The Polar Vortex Explained in 2 Minutes

Dr. Holdren: If you've been hearing that extreme cold spells like the one that we're having in the United States now disprove global warming, don't believe it. The fact is that no single weather episode can either prove or disprove global climate change. Climate is the pattern of weather that we observe geographically and over the seasons, and it's described in terms of averages, variations, and probabilities. But a growing body of evidence suggests that the kind of extreme cold being experienced by much of the United States as we speak is a pattern that we can expect to see with increasing frequency as global warming continues. And the reason is this: in the warming world that we're experiencing, the far north, the Arctic, is warming roughly twice as rapidly as the mid-latitudes, such as the United States. That means that the temperature difference between the Arctic and the mid-latitudes is shrinking, and that temperature difference is what drives what is called the circumpolar vortex, which is the great counterclockwise-swirling mass of cold air that hovers over the Arctic.

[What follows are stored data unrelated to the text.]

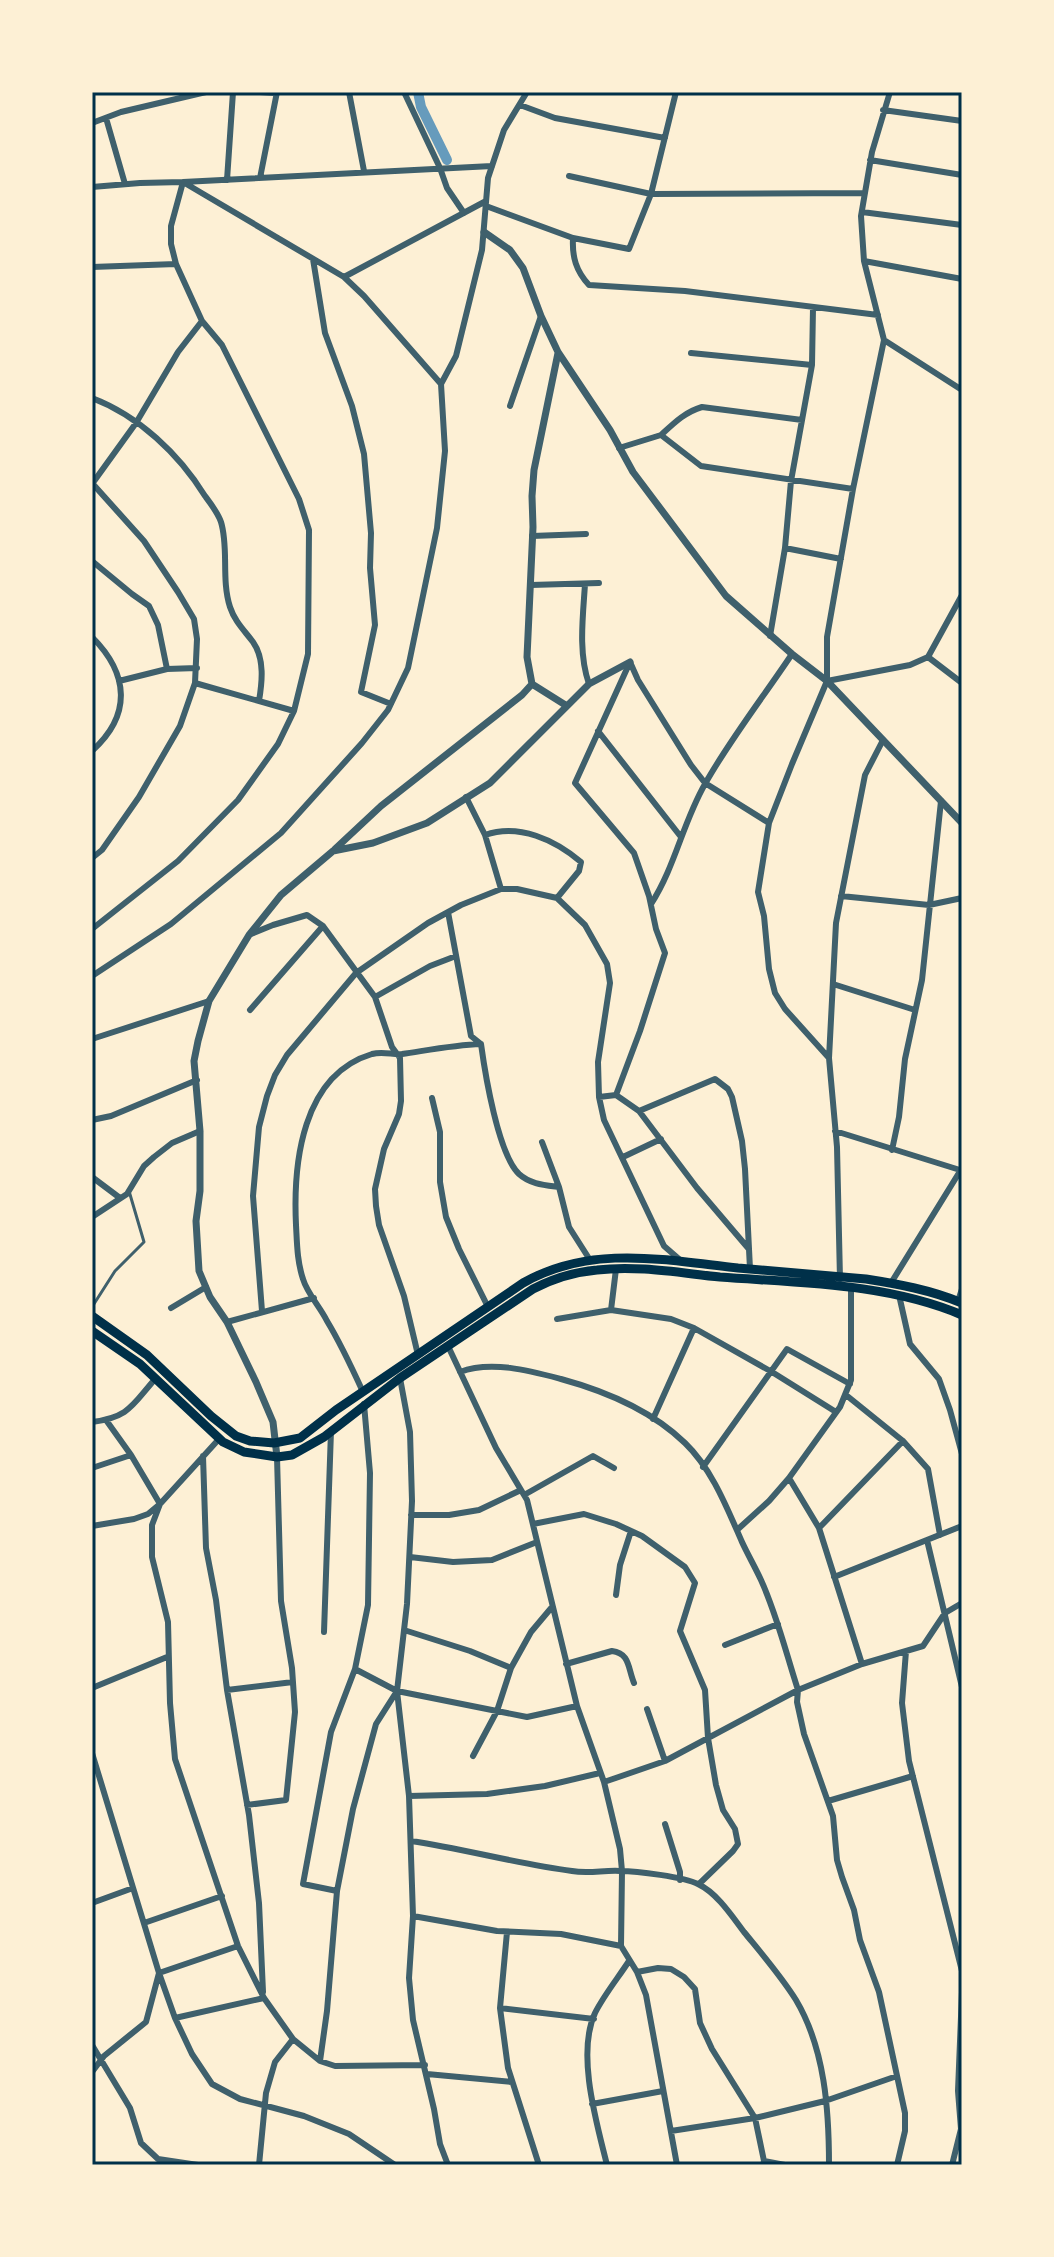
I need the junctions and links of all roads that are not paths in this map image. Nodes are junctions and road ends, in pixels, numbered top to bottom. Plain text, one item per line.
1 (203, 92) edge
2 (233, 92) edge
3 (260, 92) edge
4 (349, 92) edge
5 (404, 92) edge
6 (527, 92) edge
7 (676, 92) edge
8 (890, 92) edge
9 (277, 93) edge
10 (520, 105) junction
11 (883, 110) junction
12 (106, 118) junction
13 (962, 121) edge
14 (92, 123) edge
15 (665, 138) junction
16 (870, 160) junction
17 (492, 166) junction
18 (440, 168) junction
19 (364, 171) junction
20 (962, 175) edge
21 (569, 176) dead end
22 (260, 178) junction
23 (227, 180) junction
24 (183, 182) junction
25 (125, 184) junction
26 (92, 187) edge
27 (865, 193) junction
28 (651, 194) junction
29 (486, 204) junction
30 (862, 212) junction
31 (464, 213) junction
32 (962, 225) edge
33 (484, 232) junction
34 (573, 238) junction
35 (313, 259) junction
36 (864, 261) junction
37 (176, 264) junction
38 (92, 267) edge
39 (344, 277) junction
40 (962, 279) edge
41 (813, 308) junction
42 (878, 315) junction
43 (541, 316) junction
44 (202, 321) junction
45 (884, 340) junction
46 (558, 352) junction
47 (691, 353) dead end
48 (812, 365) junction
49 (441, 384) junction
50 (962, 390) edge
51 (92, 398) edge
52 (510, 406) dead end
53 (802, 420) junction
54 (136, 423) junction
55 (661, 435) junction
56 (618, 449) junction
57 (791, 481) junction
58 (92, 484) edge
59 (853, 489) junction
60 (586, 534) dead end
61 (532, 536) junction
62 (785, 548) junction
63 (841, 559) junction
64 (92, 561) edge
65 (599, 583) dead end
66 (585, 584) junction
67 (531, 585) junction
68 (962, 595) edge
69 (770, 636) junction
70 (92, 637) edge
71 (792, 654) junction
72 (928, 657) junction
73 (630, 662) junction
74 (197, 668) junction
75 (167, 669) junction
76 (119, 681) junction
77 (827, 681) junction
78 (195, 683) junction
79 (962, 683) edge
80 (532, 684) junction
81 (589, 684) junction
82 (259, 701) junction
83 (391, 704) junction
84 (567, 706) junction
85 (294, 711) junction
86 (598, 731) junction
87 (883, 740) junction
88 (92, 751) edge
89 (705, 783) junction
90 (466, 797) junction
91 (941, 801) junction
92 (769, 823) junction
93 (962, 823) edge
94 (485, 835) junction
95 (681, 837) junction
96 (333, 851) junction
97 (92, 858) edge
98 (501, 889) junction
99 (841, 896) junction
100 (557, 898) junction
101 (962, 898) edge
102 (651, 904) junction
103 (929, 905) junction
104 (448, 912) junction
105 (323, 926) junction
106 (92, 929) edge
107 (249, 935) junction
108 (456, 956) junction
109 (356, 973) junction
110 (92, 976) edge
111 (833, 984) junction
112 (375, 997) junction
113 (209, 1001) junction
114 (250, 1010) dead end
115 (915, 1010) junction
116 (92, 1039) edge
117 (481, 1044) junction
118 (398, 1055) junction
119 (829, 1058) junction
120 (197, 1080) junction
121 (616, 1095) junction
122 (599, 1097) junction
123 (432, 1098) dead end
124 (639, 1111) junction
125 (92, 1120) edge
126 (200, 1131) junction
127 (835, 1131) junction
128 (661, 1139) junction
129 (542, 1142) dead end
130 (892, 1150) junction
131 (623, 1157) junction
132 (961, 1169) edge
133 (92, 1177) edge
134 (559, 1187) junction
135 (129, 1190) junction
136 (120, 1198) junction
137 (92, 1217) edge
138 (748, 1248) junction
139 (590, 1260) junction
140 (682, 1262) junction
141 (616, 1269) junction
142 (750, 1269) junction
143 (839, 1282) junction
144 (891, 1283) junction
145 (206, 1287) junction
146 (851, 1288) junction
147 (962, 1289) edge
148 (899, 1295) junction
149 (314, 1298) junction
150 (960, 1302) edge
151 (92, 1307) edge
152 (488, 1307) junction
153 (171, 1308) dead end
154 (611, 1310) junction
155 (262, 1311) junction
156 (962, 1315) edge
157 (92, 1316) edge
158 (557, 1319) dead end
159 (227, 1322) junction
160 (694, 1328) junction
161 (92, 1331) edge
162 (446, 1342) junction
163 (418, 1355) junction
164 (460, 1372) junction
165 (772, 1372) junction
166 (156, 1378) junction
167 (400, 1378) junction
168 (850, 1384) junction
169 (363, 1392) junction
170 (846, 1395) junction
171 (364, 1404) junction
172 (836, 1412) junction
173 (653, 1419) junction
174 (106, 1420) junction
175 (92, 1422) edge
176 (331, 1431) junction
177 (219, 1439) junction
178 (903, 1441) junction
179 (274, 1443) junction
180 (962, 1454) edge
181 (131, 1455) junction
182 (203, 1456) junction
183 (277, 1457) junction
184 (703, 1467) junction
185 (92, 1468) edge
186 (614, 1468) dead end
187 (789, 1478) junction
188 (523, 1493) junction
189 (160, 1504) junction
190 (411, 1515) junction
191 (533, 1524) junction
192 (92, 1526) edge
193 (962, 1526) edge
194 (819, 1528) junction
195 (737, 1530) junction
196 (631, 1531) junction
197 (940, 1535) junction
198 (927, 1540) junction
199 (537, 1542) junction
200 (410, 1557) junction
201 (834, 1577) junction
202 (616, 1595) dead end
203 (962, 1603) edge
204 (552, 1607) junction
205 (945, 1613) junction
206 (778, 1624) junction
207 (404, 1630) junction
208 (324, 1632) dead end
209 (725, 1645) dead end
210 (906, 1651) junction
211 (167, 1657) junction
212 (566, 1664) junction
213 (862, 1664) junction
214 (511, 1668) junction
215 (355, 1669) junction
216 (293, 1682) junction
217 (634, 1683) dead end
218 (962, 1687) edge
219 (92, 1688) edge
220 (227, 1690) junction
221 (798, 1690) junction
222 (397, 1691) junction
223 (577, 1706) junction
224 (647, 1709) dead end
225 (497, 1711) junction
226 (708, 1738) junction
227 (92, 1753) edge
228 (473, 1756) dead end
229 (665, 1761) junction
230 (600, 1773) junction
231 (913, 1776) junction
232 (604, 1782) junction
233 (409, 1796) junction
234 (828, 1801) junction
235 (247, 1805) junction
236 (665, 1824) dead end
237 (411, 1841) junction
238 (622, 1871) junction
239 (680, 1880) junction
240 (699, 1884) junction
241 (133, 1888) junction
242 (337, 1891) junction
243 (222, 1896) junction
244 (92, 1903) edge
245 (413, 1916) junction
246 (144, 1923) junction
247 (507, 1932) junction
248 (238, 1946) junction
249 (621, 1946) junction
250 (629, 1961) junction
251 (962, 1971) edge
252 (637, 1972) junction
253 (159, 1973) junction
254 (962, 1992) edge
255 (264, 1998) junction
256 (500, 2008) junction
257 (175, 2018) junction
258 (594, 2019) junction
259 (293, 2039) junction
260 (92, 2045) edge
261 (101, 2060) junction
262 (320, 2061) junction
263 (425, 2065) junction
264 (92, 2072) edge
265 (427, 2074) junction
266 (897, 2076) junction
267 (512, 2082) junction
268 (663, 2091) junction
269 (825, 2101) junction
270 (592, 2104) junction
271 (266, 2107) junction
272 (755, 2118) junction
273 (671, 2131) junction
274 (763, 2163) edge
275 (198, 2165) edge
276 (259, 2165) edge
277 (395, 2165) edge
278 (448, 2165) edge
279 (539, 2165) edge
280 (607, 2165) edge
281 (677, 2165) edge
282 (785, 2165) edge
283 (829, 2165) edge
284 (897, 2165) edge
285 (952, 2165) edge

1 - 12 street
2 - 23 street
3 - 9 street
4 - 19 street
5 - 18 street
6 - 10 street
7 - 15 street
8 - 11 street
9 - 22 street
10 - 15 street
10 - 17 street
11 - 13 street
11 - 16 street
12 - 14 street
12 - 25 street
15 - 28 street
16 - 20 street
16 - 27 street
17 - 18 street
17 - 29 street
18 - 19 street
18 - 31 street
19 - 22 street
21 - 28 street
22 - 23 street
23 - 24 street
24 - 25 street
24 - 35 street
24 - 37 street
25 - 26 street
27 - 28 street
27 - 30 street
28 - 34 street
29 - 31 street
29 - 33 street
29 - 34 street
30 - 32 street
30 - 36 street
31 - 39 street
33 - 43 street
33 - 49 street
34 - 41 street
35 - 39 street
35 - 83 street
36 - 40 street
36 - 42 street
37 - 38 street
37 - 44 street
39 - 49 street
41 - 42 street
41 - 48 street
42 - 45 street
43 - 46 street
43 - 52 street
44 - 54 street
44 - 85 street
45 - 50 street
45 - 59 street
46 - 56 street
46 - 61 street
47 - 48 street
48 - 53 street
49 - 83 street
51 - 54 street
53 - 55 street
53 - 57 street
54 - 58 street
54 - 82 street
55 - 56 street
55 - 57 street
56 - 69 street
57 - 59 street
57 - 62 street
58 - 74 street
59 - 63 street
60 - 61 street
61 - 67 street
62 - 63 street
62 - 69 street
63 - 77 street
64 - 75 street
65 - 66 street
66 - 67 street
66 - 81 street
67 - 80 street
68 - 72 street
69 - 71 street
70 - 76 street
71 - 77 street
71 - 89 street
72 - 77 street
72 - 79 street
73 - 81 street
73 - 86 street
73 - 89 street
74 - 75 street
74 - 78 street
75 - 76 street
76 - 88 street
77 - 87 street
77 - 92 street
78 - 82 street
78 - 97 street
80 - 84 street
80 - 96 street
81 - 84 street
82 - 85 street
83 - 110 street
84 - 90 street
85 - 106 street
86 - 95 street
86 - 102 street
87 - 91 street
87 - 99 street
89 - 92 street
89 - 95 street
90 - 94 street
90 - 96 street
91 - 93 street
91 - 103 street
92 - 119 street
94 - 98 street
94 - 100 street
95 - 102 street
96 - 107 street
98 - 100 street
98 - 104 street
99 - 103 street
99 - 111 street
100 - 122 street
101 - 103 street
102 - 121 street
103 - 115 street
104 - 108 street
104 - 109 street
105 - 107 street
105 - 109 street
105 - 114 street
107 - 113 street
108 - 112 street
108 - 117 street
109 - 112 street
109 - 155 street
111 - 115 street
111 - 119 street
112 - 118 street
113 - 116 street
113 - 120 street
115 - 130 street
117 - 118 street
117 - 134 street
118 - 149 street
118 - 163 street
119 - 127 street
120 - 125 street
120 - 126 street
121 - 122 street
121 - 124 street
122 - 131 street
123 - 152 street
124 - 128 street
124 - 138 street
126 - 135 street
126 - 145 street
127 - 130 street
127 - 143 street
128 - 131 street
128 - 138 street
129 - 134 street
130 - 132 street
131 - 140 street
132 - 144 street
133 - 136 street
134 - 139 street
135 - 136 street
135 - 151 lane
136 - 137 street
138 - 142 street
139 - 140 main road
139 - 152 main road
140 - 142 main road
141 - 143 main road
141 - 154 street
141 - 162 main road
142 - 143 main road
143 - 144 main road
143 - 146 main road
144 - 150 main road
145 - 153 street
145 - 159 street
146 - 148 main road
146 - 168 street
147 - 150 street
148 - 156 main road
148 - 180 street
149 - 155 street
149 - 169 street
152 - 162 main road
154 - 158 street
154 - 160 street
155 - 159 street
157 - 179 main road
159 - 179 street
160 - 165 street
160 - 173 street
161 - 166 main road
162 - 163 main road
162 - 164 street
162 - 167 main road
163 - 169 main road
164 - 173 street
164 - 188 street
165 - 168 street
165 - 172 street
165 - 184 street
166 - 174 street
166 - 177 main road
167 - 171 main road
167 - 190 street
168 - 170 street
169 - 179 main road
170 - 172 street
170 - 178 street
171 - 176 main road
171 - 215 street
172 - 187 street
173 - 184 street
174 - 175 street
174 - 181 street
176 - 183 main road
176 - 208 street
177 - 182 street
177 - 183 main road
178 - 194 street
178 - 197 street
179 - 183 street
181 - 185 street
181 - 189 street
182 - 189 street
182 - 220 street
183 - 216 street
184 - 195 street
186 - 188 street
187 - 194 street
187 - 195 street
188 - 190 street
188 - 191 street
189 - 192 street
189 - 211 street
190 - 200 street
191 - 196 street
191 - 199 street
193 - 197 street
194 - 201 street
195 - 206 street
196 - 202 street
196 - 226 street
197 - 198 street
198 - 201 street
198 - 205 street
199 - 200 street
199 - 204 street
200 - 207 street
201 - 213 street
203 - 205 street
204 - 212 street
204 - 214 street
205 - 210 street
205 - 218 street
206 - 209 street
206 - 221 street
207 - 214 street
207 - 222 street
210 - 213 street
210 - 231 street
211 - 219 street
211 - 243 street
212 - 217 street
212 - 223 street
213 - 221 street
214 - 225 street
215 - 222 street
215 - 242 street
216 - 220 street
216 - 235 street
220 - 235 street
221 - 226 street
221 - 234 street
222 - 225 street
222 - 233 street
222 - 242 street
223 - 225 street
223 - 230 street
224 - 229 street
225 - 228 street
226 - 229 street
226 - 240 street
227 - 241 street
229 - 232 street
230 - 232 street
230 - 233 street
231 - 234 street
231 - 251 street
232 - 238 street
233 - 237 street
234 - 266 street
235 - 255 street
236 - 239 street
237 - 238 street
237 - 245 street
238 - 239 street
238 - 249 street
239 - 240 street
240 - 269 street
241 - 244 street
241 - 246 street
242 - 262 street
243 - 246 street
243 - 248 street
245 - 247 street
245 - 263 street
246 - 253 street
247 - 249 street
247 - 256 street
248 - 253 street
248 - 255 street
249 - 250 street
250 - 252 street
250 - 258 street
252 - 268 street
252 - 272 street
253 - 257 street
253 - 261 street
254 - 285 street
255 - 257 street
255 - 259 street
256 - 258 street
256 - 267 street
257 - 271 street
258 - 270 street
259 - 262 street
259 - 271 street
260 - 261 street
261 - 264 street
261 - 275 street
262 - 263 street
263 - 265 street
265 - 267 street
265 - 278 street
266 - 269 street
266 - 284 street
267 - 279 street
268 - 270 street
268 - 273 street
269 - 272 street
269 - 283 street
270 - 280 street
271 - 276 street
271 - 277 street
272 - 273 street
272 - 274 street
273 - 281 street
274 - 282 street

As the temperature difference between the Arctic and the mid-latitudes declines, the polar vortex weakens, and it becomes wavier. The waviness means that there can be increased, larger excursions of cold air southward — that is, into the mid-latitudes — and, in the other phase of the wave, increased excursions of relatively warmer mid-latitude air into the far north. Computer models tell us that there are many different factors influencing these patterns. And, as in all science, there will be continuing debate about exactly what is happening. But I believe the odds are that we can expect, as a result of global warming, to see more of this pattern of extreme cold in the mid-latitudes and some extreme warm in the far north..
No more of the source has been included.